米大統領選のTV討論会後に金価格が急落した意味
9月26日の米大統領選挙のTV討論会を経て、金価格が値下がりしている。「有権者の半数が投票の参考にする」(ロイター/イプソス調査)とされる大統領選挙終盤の重要イベントにおいて、「ヒラリー氏が勝利」との世論調査が判明した結果である。CNNの世論調査によると、今回の討論会の勝者はどちらかとの質問に対して、トランプ氏の27%に対してヒラリー氏は62%に達している。
今回のTV討論会はテレビ視聴者数だけで約8,300万~8,400万人と過去最多を記録した模様だが、そこでヒラリー氏勝利の声が圧倒的になったことが、トランプ大統領誕生のリスクを軽減させたと評価されている。
この討論会に対する世論調査が伝わった26日のCOMEX金先物相場は、1オンス当たりで前日比13.70ドル安(1.0%安)の1,330.40ドルと急落している。9月20~21日の米連邦公開市場委員会(FOMC)での利上げ見送り後に付けた高値1,347.80ドルから大きく値下がりし、概ねFOMCでの利上げ見送りのインパクトはほぼ相殺された格好になっている。
ヒラリー氏もトランプ氏も、通貨高(=ドル高)を容認しないという方向性では大差がない。選挙キャンペーン中の発言をどこまで信用できるのかは判断が難しい所だが、米国が世界の通貨安競争の負担を一身に背負うことで、製造業や輸出業の停滞が促されていることには両者ともに強い危機感を示している。そして、米国民からはこうした為替政策への支持が集まっており、誰が大統領になっても「強いドル政策」は当面は取りづらい状況が続く可能性が高い。その意味では、昨年同様に今年もドル高圧力には強力かつ低い天井が形成されており、ドルの代替通貨・安全通貨とされる金価格に対しては次の大統領時代にもポジティブな相場環境が続く可能性が高いと言える。
ただ、強硬な発言が目立つトランプ氏に対して、ヒラリー氏は「良識派」との評価が一応は優勢であり、米大統領選挙を境に米国の政治経済政策の連続性が失われ、国際秩序が大きな変動を受ける大きなリスクが後退していることが、足元の金価格に対してはネガティブに機能している。
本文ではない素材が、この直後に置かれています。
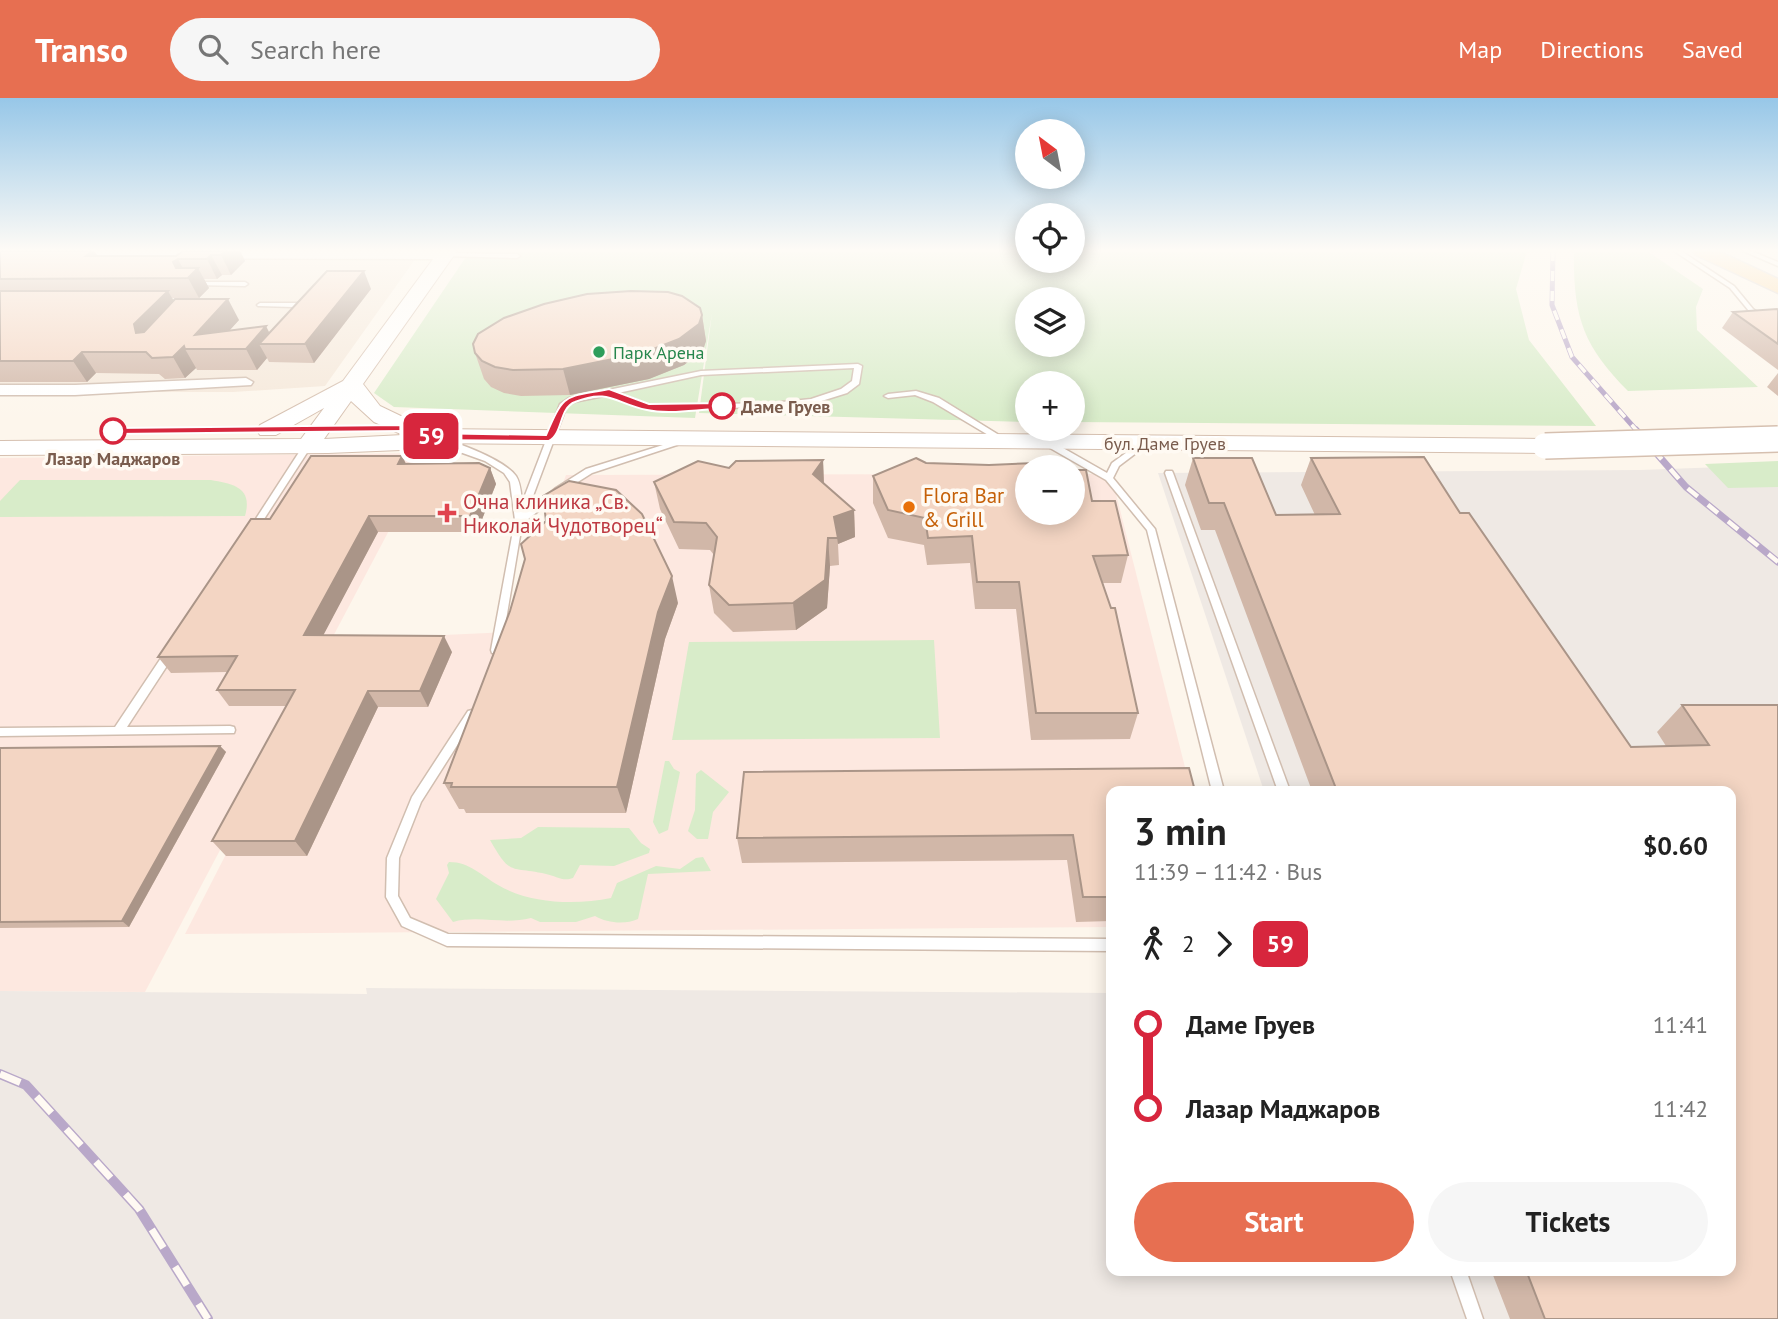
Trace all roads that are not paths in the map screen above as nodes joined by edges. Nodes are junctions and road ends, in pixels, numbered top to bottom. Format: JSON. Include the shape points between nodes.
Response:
{"nodes":[{"id":1,"x":296,"y":308,"type":"edge"},
{"id":2,"x":406,"y":308,"type":"edge"},
{"id":3,"x":1749,"y":308,"type":"edge"},
{"id":4,"x":290,"y":315,"type":"edge"},
{"id":5,"x":1778,"y":329,"type":"edge"},
{"id":6,"x":246,"y":382,"type":"dead end"},
{"id":7,"x":352,"y":383,"type":"junction"},
{"id":8,"x":0,"y":390,"type":"edge"},
{"id":9,"x":609,"y":392,"type":"junction"},
{"id":10,"x":888,"y":396,"type":"dead end"},
{"id":11,"x":404,"y":428,"type":"junction"},
{"id":12,"x":268,"y":430,"type":"junction"},
{"id":13,"x":0,"y":432,"type":"edge"},
{"id":14,"x":425,"y":436,"type":"junction"},
{"id":15,"x":314,"y":438,"type":"junction"},
{"id":16,"x":549,"y":438,"type":"junction"},
{"id":17,"x":1778,"y":439,"type":"edge"},
{"id":18,"x":688,"y":440,"type":"junction"},
{"id":19,"x":1006,"y":442,"type":"junction"},
{"id":20,"x":1046,"y":442,"type":"junction"},
{"id":21,"x":1145,"y":443,"type":"junction"},
{"id":22,"x":0,"y":448,"type":"edge"},
{"id":23,"x":1169,"y":472,"type":"dead end"},
{"id":24,"x":1109,"y":478,"type":"junction"},
{"id":25,"x":518,"y":524,"type":"junction"},
{"id":26,"x":247,"y":537,"type":"edge"},
{"id":27,"x":179,"y":640,"type":"edge"},
{"id":28,"x":491,"y":664,"type":"edge"},
{"id":29,"x":479,"y":697,"type":"edge"},
{"id":30,"x":230,"y":730,"type":"dead end"},
{"id":31,"x":118,"y":731,"type":"junction"},
{"id":32,"x":0,"y":732,"type":"edge"},
{"id":33,"x":1218,"y":786,"type":"edge"},
{"id":34,"x":1282,"y":786,"type":"edge"},
{"id":35,"x":1106,"y":945,"type":"edge"},
{"id":36,"x":1460,"y":1276,"type":"edge"},
{"id":37,"x":1475,"y":1319,"type":"edge"}],
"edges":[{"from":1,"to":4,"type":"lane"},
{"from":2,"to":7,"type":"main road"},
{"from":3,"to":5,"type":"lane"},
{"from":6,"to":8,"type":"street"},
{"from":7,"to":11,"type":"main road","via":[[364,405]]},
{"from":7,"to":12,"type":"main road"},
{"from":7,"to":15,"type":"main road"},
{"from":9,"to":9,"type":"lane","via":[[701,373],[858,366],[856,382],[844,391],[812,401],[648,407]]},
{"from":9,"to":16,"type":"lane","via":[[564,404]]},
{"from":10,"to":19,"type":"lane","via":[[916,393],[936,400]]},
{"from":11,"to":14,"type":"main road","name":"бул. Даме Груев"},
{"from":11,"to":15,"type":"main road","name":"бул. Даме Груев"},
{"from":12,"to":13,"type":"main road","name":"бул. Даме Груев"},
{"from":12,"to":15,"type":"main road","name":"бул. Даме Груев"},
{"from":14,"to":15,"type":"main road","name":"бул. Даме Груев","via":[[400,443]]},
{"from":14,"to":16,"type":"main road","name":"бул. Даме Груев"},
{"from":14,"to":25,"type":"lane","via":[[505,470],[513,479]]},
{"from":15,"to":22,"type":"main road","name":"бул. Даме Груев","via":[[204,446]]},
{"from":15,"to":26,"type":"lane"},
{"from":16,"to":18,"type":"main road","name":"бул. Даме Груев"},
{"from":16,"to":25,"type":"lane"},
{"from":17,"to":21,"type":"main road","name":"бул. Даме Груев","bridge":true,"via":[[1545,446]]},
{"from":18,"to":19,"type":"main road","name":"бул. Даме Груев"},
{"from":18,"to":25,"type":"lane","via":[[589,471]]},
{"from":19,"to":20,"type":"main road","name":"бул. Даме Груев"},
{"from":20,"to":21,"type":"main road","name":"бул. Даме Груев"},
{"from":20,"to":24,"type":"lane"},
{"from":21,"to":24,"type":"lane","via":[[1115,465]]},
{"from":23,"to":34,"type":"lane"},
{"from":24,"to":33,"type":"lane","via":[[1151,529]]},
{"from":25,"to":28,"type":"lane"},
{"from":27,"to":31,"type":"lane"},
{"from":29,"to":35,"type":"lane","via":[[466,726],[416,800],[393,858],[392,897],[406,922],[447,940]]},
{"from":30,"to":31,"type":"lane"},
{"from":31,"to":32,"type":"lane"},
{"from":36,"to":37,"type":"lane"}]}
トランプ氏は、米連邦準備制度理事会(FRB)がオバマ大統領を支援するために意図的に低金利政策を展開していると批判して、自身が大統領に就任した際にはイエレンFRB議長の更迭を示唆するなど、FRBの独立性にも足を踏み入れる可能性を示唆している。公的債務を基準に政策金利を決定する案なども提示しており、米金融政策は大きな混乱状態を迎えるリスクもあった。
すなわち、今回の米大統領選挙はドルの信認問題にも発展しかねない状況にあり、トランプ大統領誕生であればドルから金(Gold)への換金が必要との声も強かった。こうした視点からは、一回目のTV討論会でヒラリー氏が勝利を収めたことは大きなインパクトがあり、大統領選挙に前後してリスク投資環境が大きな混乱状態に陥り、安全資産の代表格である金価格が急伸するリスクは後退したと言えるだろう。TV討論会後の金価格急落は、マーケット関係者のヒラリー大統領に対する安堵感を象徴すると同時に、トランプ大統領に対する恐怖心を象徴する動きとみている。